### Provided material
● ● ● ● ●
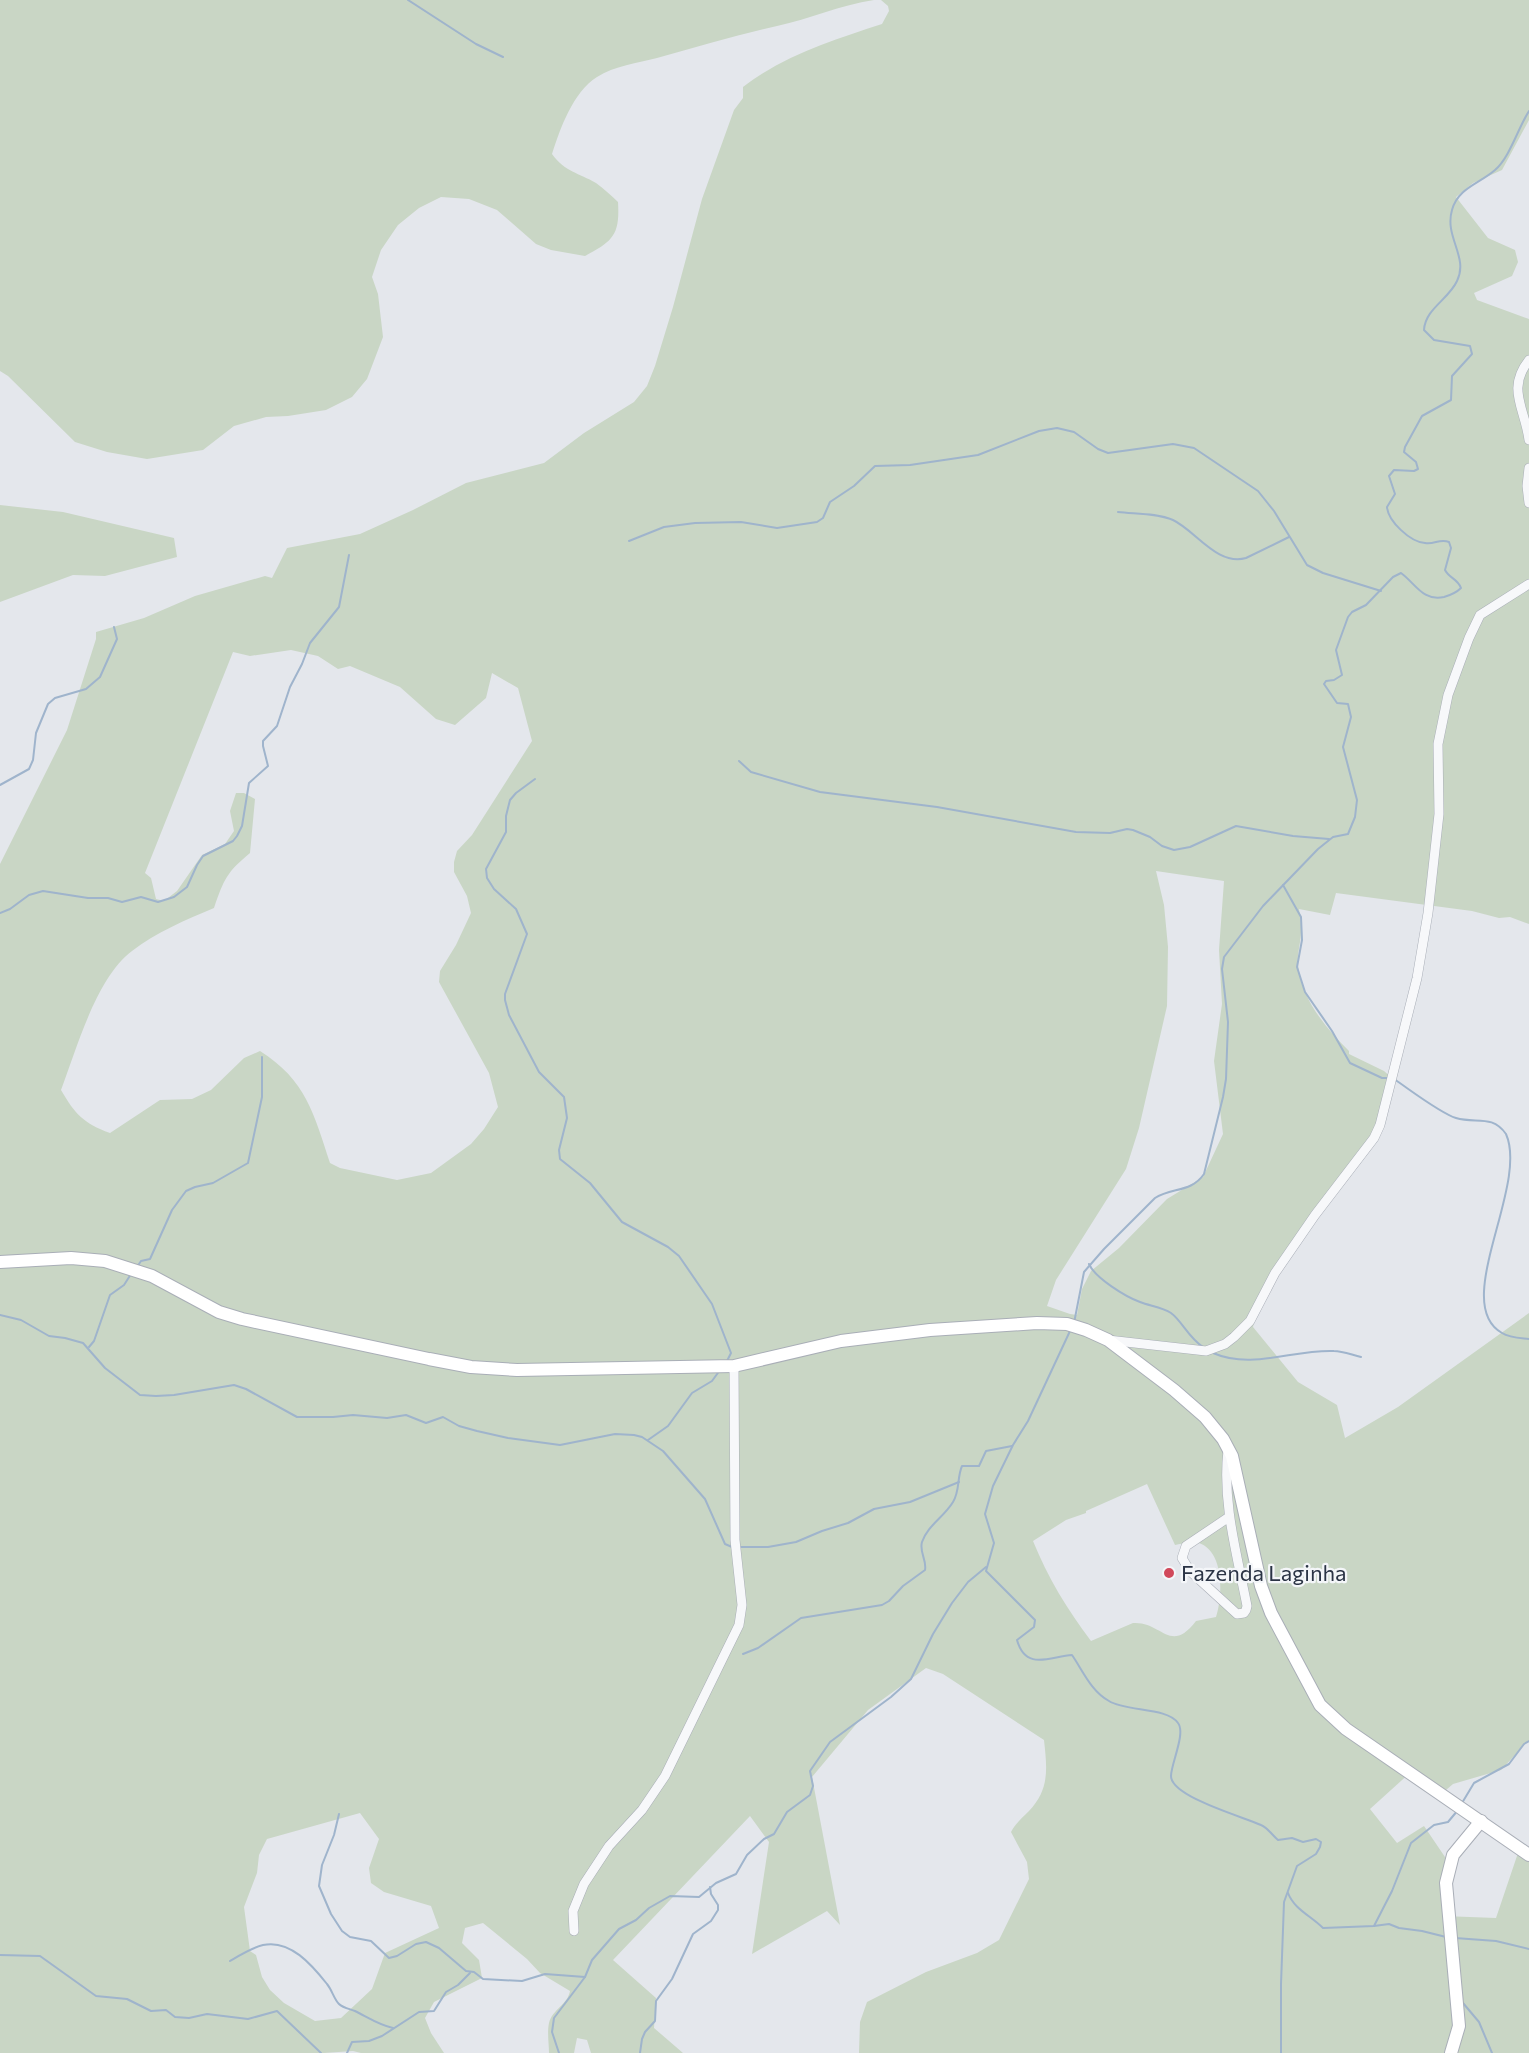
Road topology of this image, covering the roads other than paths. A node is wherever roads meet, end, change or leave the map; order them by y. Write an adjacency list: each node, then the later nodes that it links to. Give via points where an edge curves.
● ● ● ● ●
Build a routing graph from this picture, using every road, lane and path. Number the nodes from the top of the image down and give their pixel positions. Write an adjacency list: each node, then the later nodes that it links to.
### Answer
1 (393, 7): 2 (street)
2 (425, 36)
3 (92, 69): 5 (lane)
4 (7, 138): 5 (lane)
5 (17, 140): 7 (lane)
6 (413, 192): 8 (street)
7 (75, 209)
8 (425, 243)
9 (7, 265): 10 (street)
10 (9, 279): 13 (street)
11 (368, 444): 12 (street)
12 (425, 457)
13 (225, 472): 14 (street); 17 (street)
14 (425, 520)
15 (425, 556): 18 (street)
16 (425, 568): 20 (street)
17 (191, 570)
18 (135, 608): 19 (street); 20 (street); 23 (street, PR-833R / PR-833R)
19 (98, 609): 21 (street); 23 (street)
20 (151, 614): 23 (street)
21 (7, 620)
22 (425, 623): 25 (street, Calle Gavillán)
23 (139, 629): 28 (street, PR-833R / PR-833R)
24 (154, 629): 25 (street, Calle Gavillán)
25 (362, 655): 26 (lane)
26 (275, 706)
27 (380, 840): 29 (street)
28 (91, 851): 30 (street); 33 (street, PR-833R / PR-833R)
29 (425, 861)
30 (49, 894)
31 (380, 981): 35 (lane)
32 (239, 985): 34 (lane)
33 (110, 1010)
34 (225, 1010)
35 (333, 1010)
● ● ● ● ●
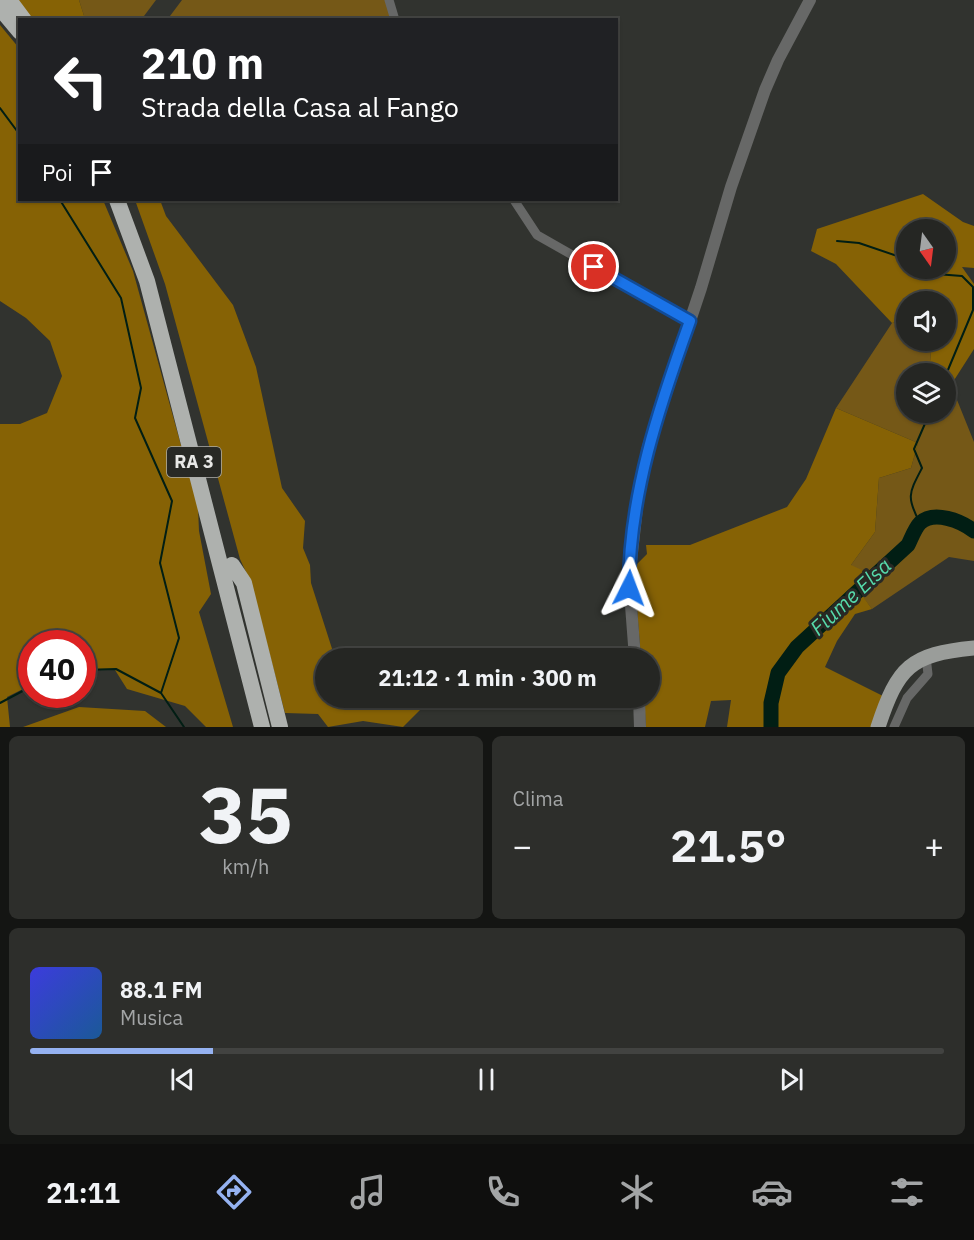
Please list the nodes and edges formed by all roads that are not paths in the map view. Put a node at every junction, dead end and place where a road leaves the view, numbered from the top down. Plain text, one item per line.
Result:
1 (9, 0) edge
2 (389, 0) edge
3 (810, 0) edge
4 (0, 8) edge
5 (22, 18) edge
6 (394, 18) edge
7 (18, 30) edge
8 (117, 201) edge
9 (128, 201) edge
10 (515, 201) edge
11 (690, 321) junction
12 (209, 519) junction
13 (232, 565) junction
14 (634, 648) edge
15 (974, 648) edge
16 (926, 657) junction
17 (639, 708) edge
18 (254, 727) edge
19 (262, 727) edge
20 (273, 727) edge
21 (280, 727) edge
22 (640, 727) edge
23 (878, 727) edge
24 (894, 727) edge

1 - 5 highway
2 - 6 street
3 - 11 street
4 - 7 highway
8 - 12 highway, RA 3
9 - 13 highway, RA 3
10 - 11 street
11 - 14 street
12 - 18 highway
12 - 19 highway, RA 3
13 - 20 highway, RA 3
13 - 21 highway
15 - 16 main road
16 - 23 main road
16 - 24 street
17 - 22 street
● ● ● ● ●
Check each line of the data for "that". Copy the lines where it turns up.

Road topology of this image, covering the roads other than paths. A node is wherever roads meet, end, change or leave the map; order them by y. Write an adjacency list: each node, then the later nodes that it links to. Give via points where an edge curves.
Build a routing graph from this picture, using every road, lane and path. Number the nodes from the top of the image down and give their pixel positions. Write an adjacency list: each node, then the later nodes that it links to.
Please list the nodes and edges formed by all roads that are not paths in the map view. Put a node at every junction, dead end and place where a road leaves the view, numbered from the top down. Plain text, one item per line.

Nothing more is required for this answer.